Because for example, information, what day of the week is always available, right? But for example, the current oil prices might be not available in time for a forecasting. So that’s something which would actually be nice to have on a training time as well. So as for, stationary basically like, a simple case would be, if your data have a trend building the model based on the three ensembles might be not a very good idea to do it without detraining the data because your [inaudible] has no idea about the concept of a trend at all. That means you have to somehow remove a trend before, before getting the data into the model.
There’s a couple of ways to do it basically, you can fit a linear model and remove it after that, or you can basically differentiate the time series. And the differentiate can be as many levels as you want. There’s basically an example to illustrate what I actually mean, without the detraining of a very simple function, the data is to predict the trend, it keeps the constant basically after some level, because these values it spikes, these maximums they are outside of the distribution model been trained on. So in order to fight this basically you first of all move a trend, then use the new data to predict the outcome and then you put the trend back.

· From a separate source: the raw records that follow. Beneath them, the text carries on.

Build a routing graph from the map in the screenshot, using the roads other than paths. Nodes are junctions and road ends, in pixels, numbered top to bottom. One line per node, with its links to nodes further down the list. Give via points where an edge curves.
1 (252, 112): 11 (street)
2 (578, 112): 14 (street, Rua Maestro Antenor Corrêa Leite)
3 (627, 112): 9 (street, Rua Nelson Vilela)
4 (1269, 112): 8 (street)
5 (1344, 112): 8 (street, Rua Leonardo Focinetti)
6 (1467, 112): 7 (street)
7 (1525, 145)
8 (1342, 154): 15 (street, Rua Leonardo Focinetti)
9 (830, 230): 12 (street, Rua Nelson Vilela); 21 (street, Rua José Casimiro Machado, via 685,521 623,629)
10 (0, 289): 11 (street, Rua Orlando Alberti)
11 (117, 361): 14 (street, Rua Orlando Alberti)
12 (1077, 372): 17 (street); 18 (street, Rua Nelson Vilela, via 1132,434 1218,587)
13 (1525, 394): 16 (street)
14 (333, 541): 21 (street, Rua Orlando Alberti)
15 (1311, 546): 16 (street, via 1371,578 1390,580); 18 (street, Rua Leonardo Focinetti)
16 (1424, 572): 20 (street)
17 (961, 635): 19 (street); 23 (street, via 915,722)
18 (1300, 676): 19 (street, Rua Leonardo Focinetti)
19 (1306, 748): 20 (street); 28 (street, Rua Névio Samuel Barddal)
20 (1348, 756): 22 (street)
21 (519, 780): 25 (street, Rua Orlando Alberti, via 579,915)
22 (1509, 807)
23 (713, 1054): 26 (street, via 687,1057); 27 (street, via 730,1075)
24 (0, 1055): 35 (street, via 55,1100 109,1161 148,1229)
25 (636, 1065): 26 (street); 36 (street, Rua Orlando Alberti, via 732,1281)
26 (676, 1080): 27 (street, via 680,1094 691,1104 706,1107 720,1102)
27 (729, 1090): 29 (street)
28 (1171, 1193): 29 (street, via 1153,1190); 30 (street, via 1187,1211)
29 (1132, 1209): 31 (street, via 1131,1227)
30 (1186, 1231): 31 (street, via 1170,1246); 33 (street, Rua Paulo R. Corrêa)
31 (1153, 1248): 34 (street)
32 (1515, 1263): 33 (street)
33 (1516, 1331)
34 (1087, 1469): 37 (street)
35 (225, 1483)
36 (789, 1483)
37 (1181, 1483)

So also for time series analysis, it’s a quite important use to provide a prediction intervals, that’s something that can be done pretty soon. So now you have not just like a point estimation, but you also have a confidence interval around where your point estimation. So, and last slide, but not least, we should say kudos to the main masterminds behind driverless AI time series which is actually Marios Michailidis, who actually knows as kaz-Anova on Kaggle and Faron whose name is Mathias [inaudible 00:16:08]. So these guys actually both quite experienced in calculus, they have a lot of experience in time series in particular and basically the whole approach we’re using in driverless time series is actually, thanks to them. So that’s all I have, if you have any questions I will be around. So you can actually, you know, ask me anything you want and that’s all I have for you. Thank you.